🤖 AI Summary
Existing object counting methods struggle in mixed-object scenes, primarily due to the high cost and noise associated with real-world annotations, as well as the limited diversity and realism of synthetic data. To address this, this work proposes the first high-quality synthetic data generation framework tailored for open-vocabulary mixed-object counting. By integrating automated image synthesis, fine-grained textual descriptions, and pixel-level precise annotations, the framework constructs MixCount—a large-scale, unambiguous dataset and benchmark. This approach substantially alleviates the data bottleneck, reducing mean absolute error (MAE) by 20.14% on the FSC-147 benchmark and by 18.3% on PairTally, thereby significantly enhancing model generalization in real-world scenarios.
📝 Abstract
Object counting is a foundational vision task with over a decade of dedicated research, yet state-of-the-art models still fail systematically in the mixed-object setting that dominates real-world applications such as industrial inspection and product sorting. We show that this gap is strongly driven by limitations in existing training and evaluation data: real counting datasets are prohibitively expensive to annotate and suffer from labeling noise, while existing synthetic alternatives lack diversity and realism. We address this with MixCount, a dataset and benchmark for mixed-object counting designed to target the failure modes of current counting models. To overcome the high cost of constructing and labeling such data, we develop an automatic generation pipeline that synthesizes images, fine-grained textual descriptions, and pixel-perfect counting annotations at scale, eliminating the labeling ambiguity that plagues prior datasets.

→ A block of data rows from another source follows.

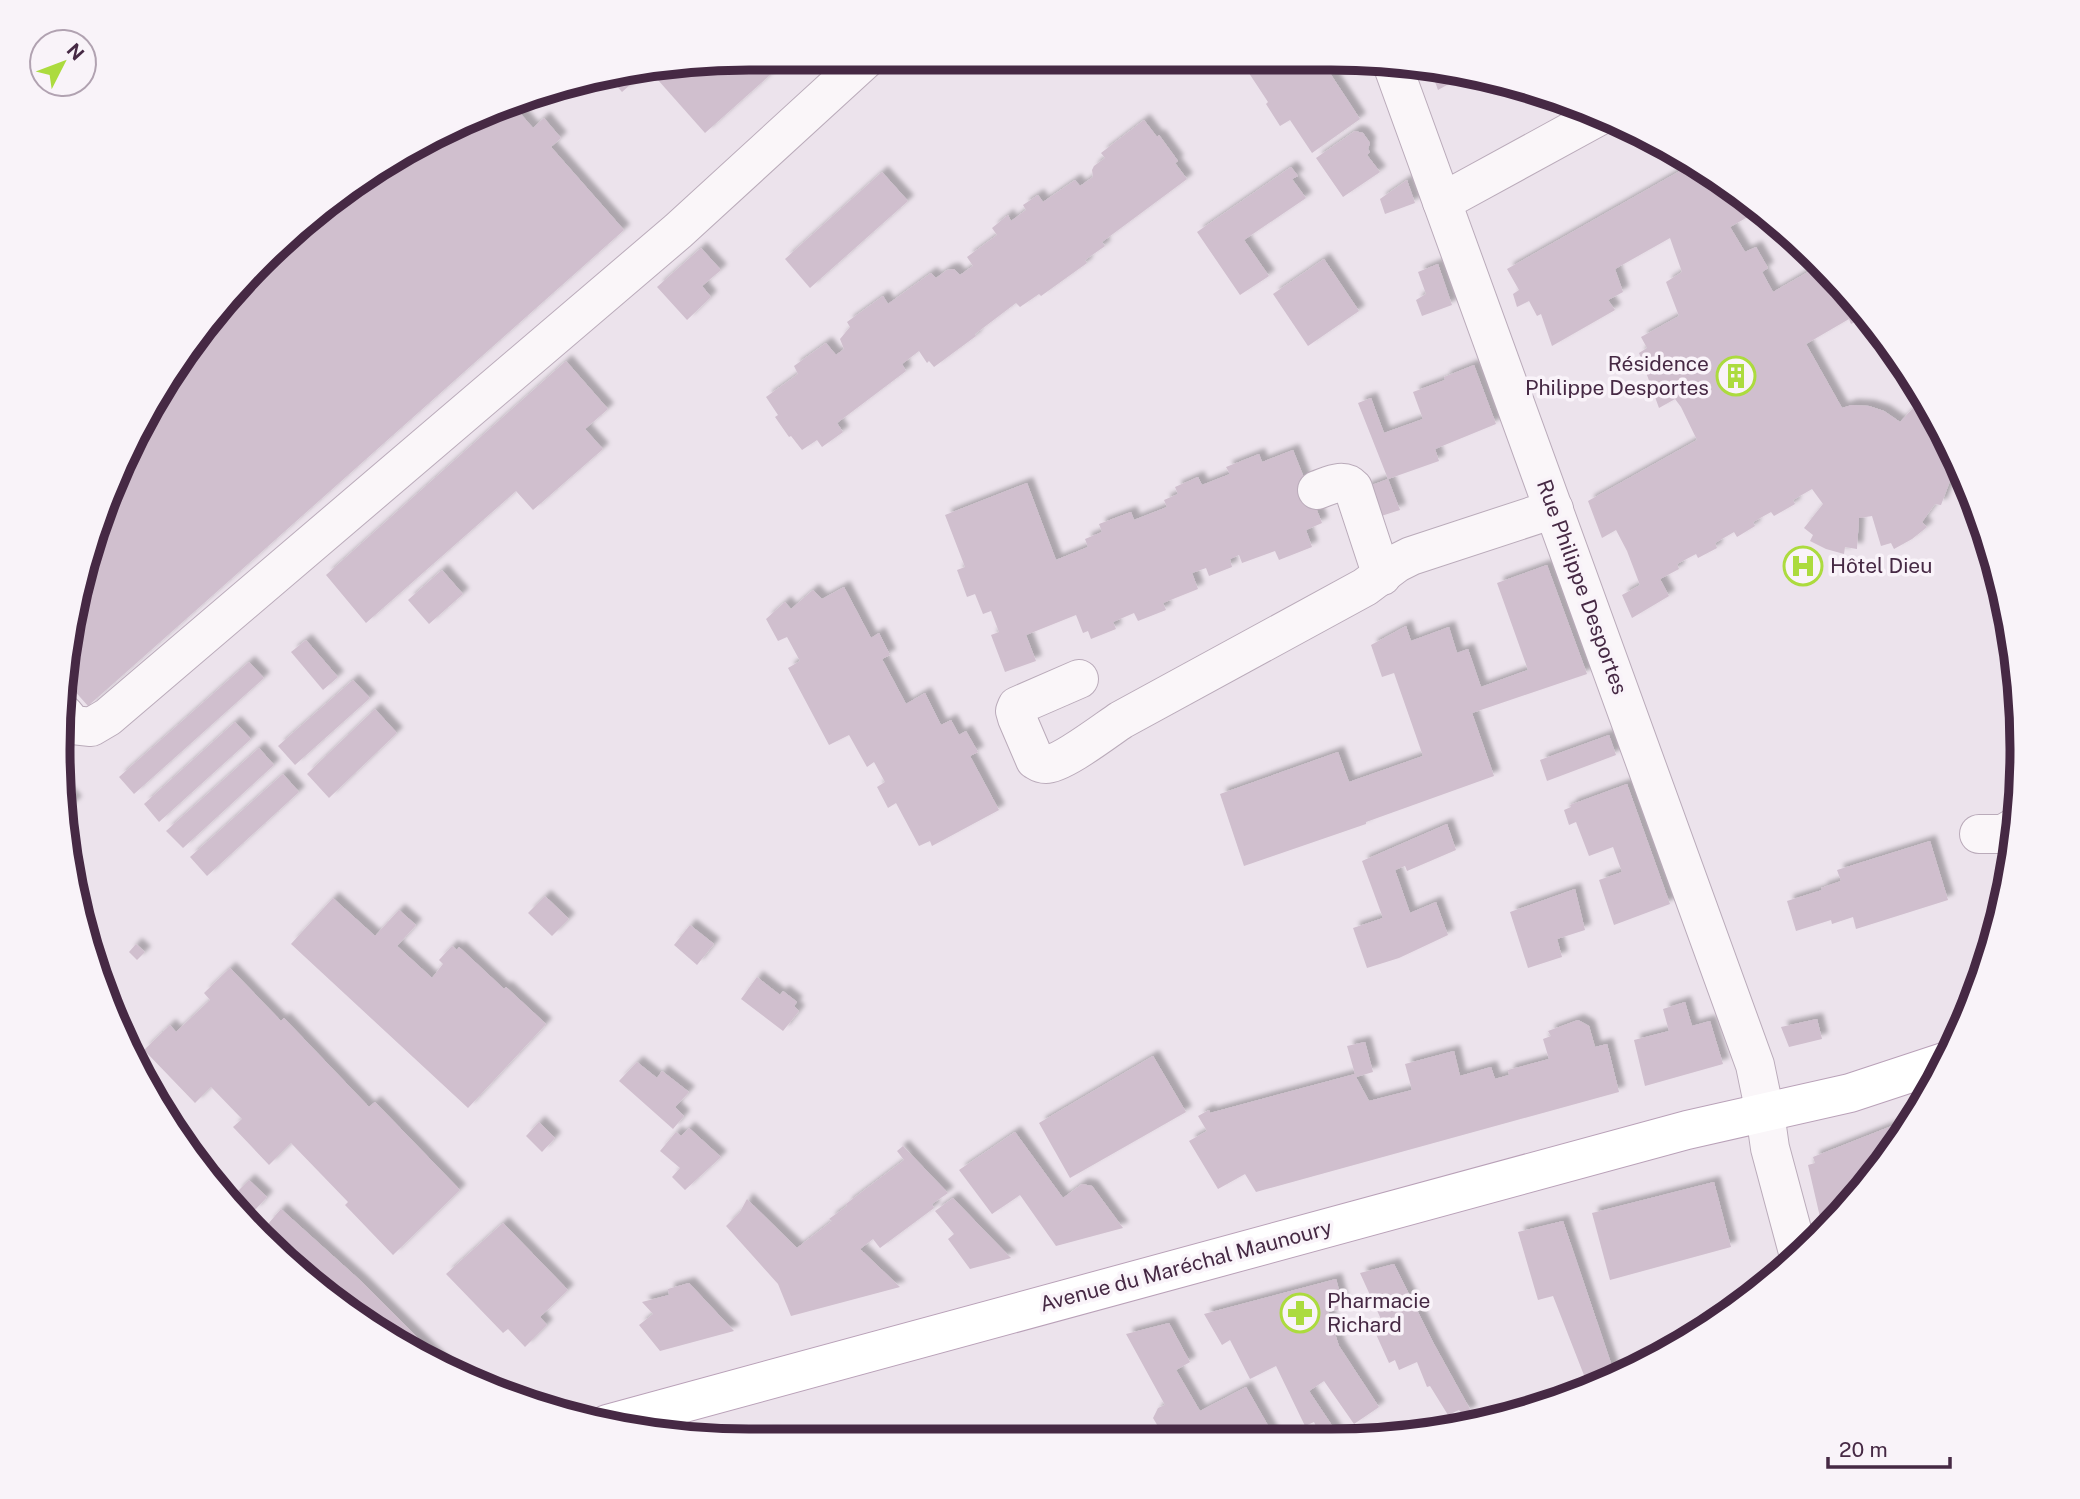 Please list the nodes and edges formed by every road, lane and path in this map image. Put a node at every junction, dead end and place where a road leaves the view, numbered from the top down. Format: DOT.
graph roads {
  1 [pos="854,70"];
  2 [pos="1395,73"];
  3 [pos="1589,121"];
  4 [pos="1442,202"];
  5 [pos="1317,491"];
  6 [pos="1554,509"];
  7 [pos="1382,576"];
  8 [pos="1079,679"];
  9 [pos="71,722"];
  10 [pos="1931,1066"];
  11 [pos="1765,1113"];
  12 [pos="1796,1244"];
  13 [pos="629,1418"];
  1 -- 9 [label="street"];
  2 -- 4 [label="street, Rue Philippe Desportes"];
  3 -- 4 [label="street"];
  4 -- 6 [label="street, Rue Philippe Desportes"];
  5 -- 7 [label="street"];
  6 -- 7 [label="street"];
  6 -- 11 [label="street, Rue Philippe Desportes"];
  7 -- 8 [label="street"];
  10 -- 11 [label="main road, Avenue du Maréchal Maunoury"];
  11 -- 12 [label="street, Rue Philippe Desportes"];
  11 -- 13 [label="main road, Avenue du Maréchal Maunoury"];
} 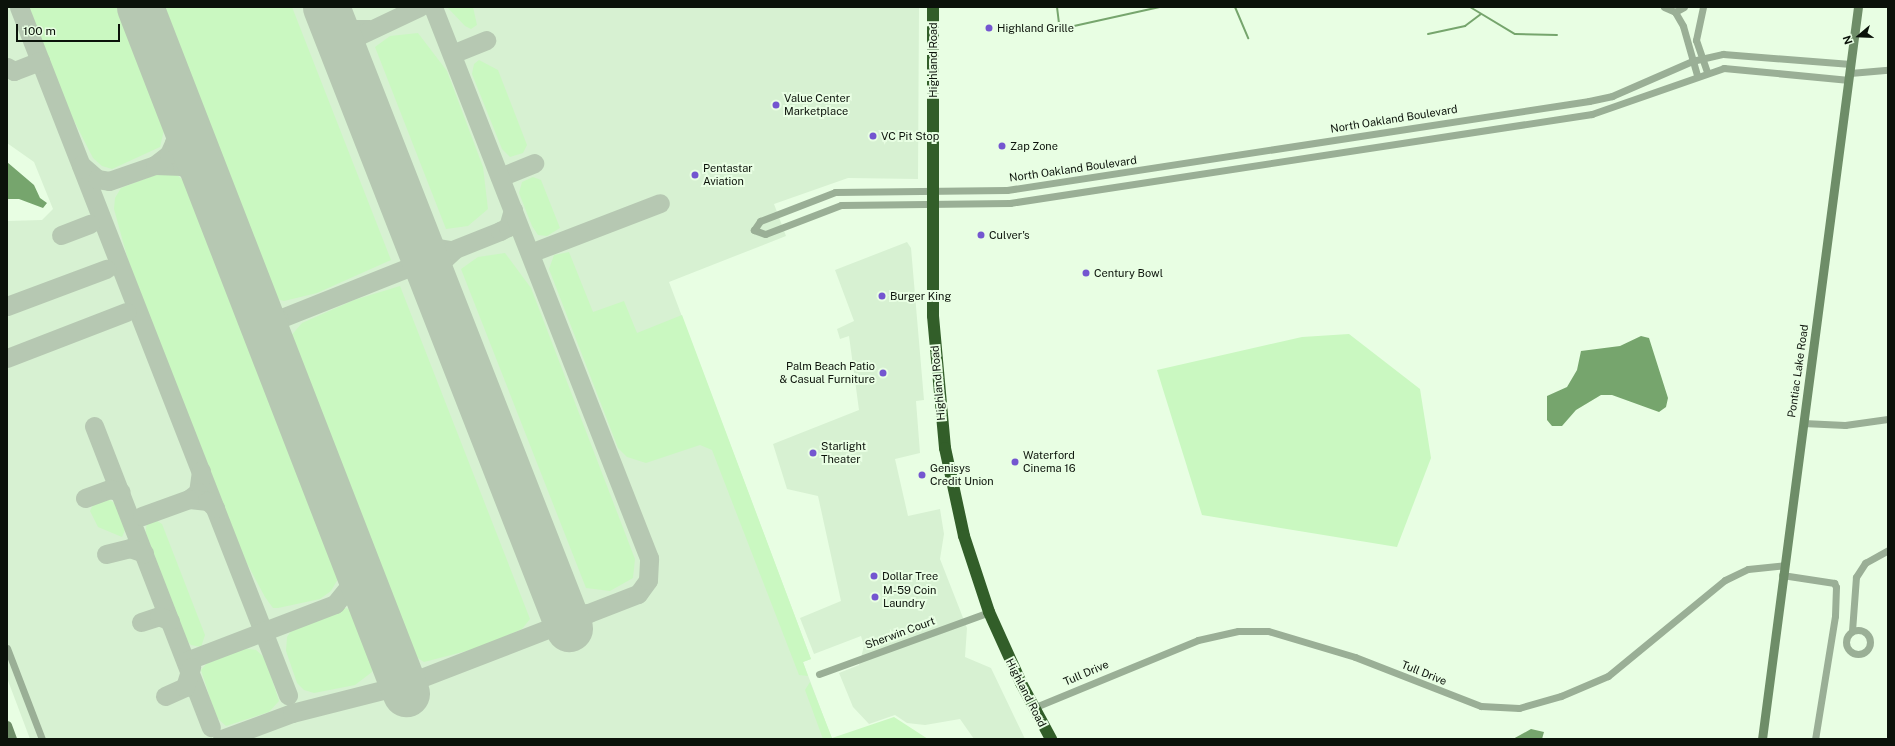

Evaluating state-of-the-art counting models on MixCount exposes severe degradation in the mixed-object setting. More importantly, training these models on our synthesized data yields substantial gains on real-world benchmarks, reducing MAE by 20.14% on FSC-147 and by 18.3% on PairTally. These results establish MixCount as both a benchmark and a training dataset for fine-grained counting, and demonstrate that our pipeline, which produces effectively unlimited labeled data, helps address a long-standing bottleneck in counting models.